One little Two little Three they go down as BATAAN progresses towards its logical, historical, and terrible conclusion. In most cases, the doomed soldier of the moment is caught completely by surprise, taking an ill-fated breather, and standing up when he would have done better to remain crouched or flat on his belly. Shots ring out from nowhere — from the trees, from the jungle, from the encroaching mist. The first victim is cut down by a Japanese sniper, the second shot out of the top of a palm tree (where he had hoped to gain the advantage over the enemy, the third discovered with a samurai sword run through him, and the fourth…
… fatally strafed and walking dead, like a zombie. In fact, several points in BATAAN have their analog in George Romero’s DAWN OF THE DEAD, including a salt and pepper squad buddy duo, a character who dies pitiably in his bed, decapitation by machete, and enemy forces that just keep on coming, no matter how many of them you knock down.
I don’t know that I’ve ever seen this much blood in an old war movie. It’s not so much characters bleeding from injury, fatal or otherwise, but it’s the blood of others on them, staining their uniforms, their hands, and faces, that’s really disturbing. This trope, if we are to call it that, is one with which we’re more familiar seeing in horror movies: Marilyn Burns in THE TEXAS CHAIN SAW MASSACRE (1974), Sissy Spacek in CARRIE (1974), Bruce Romero in THE EVIL DEAD (1981) and not associated with what amounts to a WWII propaganda picture. Elsewhere death is presented as truly the stuff of nightmares…

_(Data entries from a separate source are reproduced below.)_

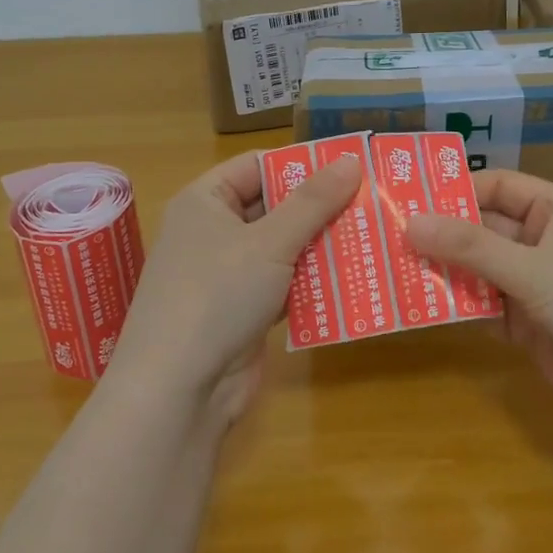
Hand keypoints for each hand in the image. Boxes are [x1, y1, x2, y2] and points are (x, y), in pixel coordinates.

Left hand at [107, 150, 361, 423]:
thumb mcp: (269, 242)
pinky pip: (285, 284)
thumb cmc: (217, 295)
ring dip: (322, 246)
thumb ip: (313, 202)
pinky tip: (354, 279)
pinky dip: (313, 283)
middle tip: (373, 201)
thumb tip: (351, 161)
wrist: (178, 390)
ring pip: (283, 248)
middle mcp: (213, 232)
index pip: (258, 166)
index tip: (350, 165)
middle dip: (320, 207)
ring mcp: (227, 274)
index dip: (301, 164)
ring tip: (375, 235)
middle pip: (274, 206)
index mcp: (205, 201)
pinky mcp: (243, 311)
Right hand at [407, 169, 552, 436]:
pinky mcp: (529, 325)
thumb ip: (471, 247)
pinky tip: (417, 307)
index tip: (405, 200)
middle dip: (440, 234)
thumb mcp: (535, 269)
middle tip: (383, 237)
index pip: (497, 186)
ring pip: (479, 269)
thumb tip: (409, 222)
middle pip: (483, 228)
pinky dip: (457, 306)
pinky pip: (484, 306)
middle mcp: (545, 241)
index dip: (454, 191)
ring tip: (388, 269)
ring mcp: (537, 285)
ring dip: (443, 271)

… as a figure the men take initially to be a Japanese sniper turns out to be one of their own, returned from the dead to beckon eerily to them. There are many such frightening, unforgettable moments run through BATAAN but I’ll refrain from posting others because I don’t want to spoil the entire movie for the curious. Suffice it to say, if you don’t flash on Ash from THE EVIL DEAD films in BATAAN‘s last moments:
… then all of his is probably wasted on you. Horror movies, especially modern ones in which all bets are off violence and cruelty-wise and heroism is at a premium, make victims out of all kinds of characters — students, tourists, families, random strangers thrown together by circumstance or fate or bad luck — but rare is the horror film whose victims queue up for slaughter because that’s the job. Again, many contemporary horror movies beat the “based on true events” drum even though the connections are at best tenuous. By comparison, BATAAN isn’t a horror movie — it’s history — and all the more horrifying because it — or something very much like it — really happened.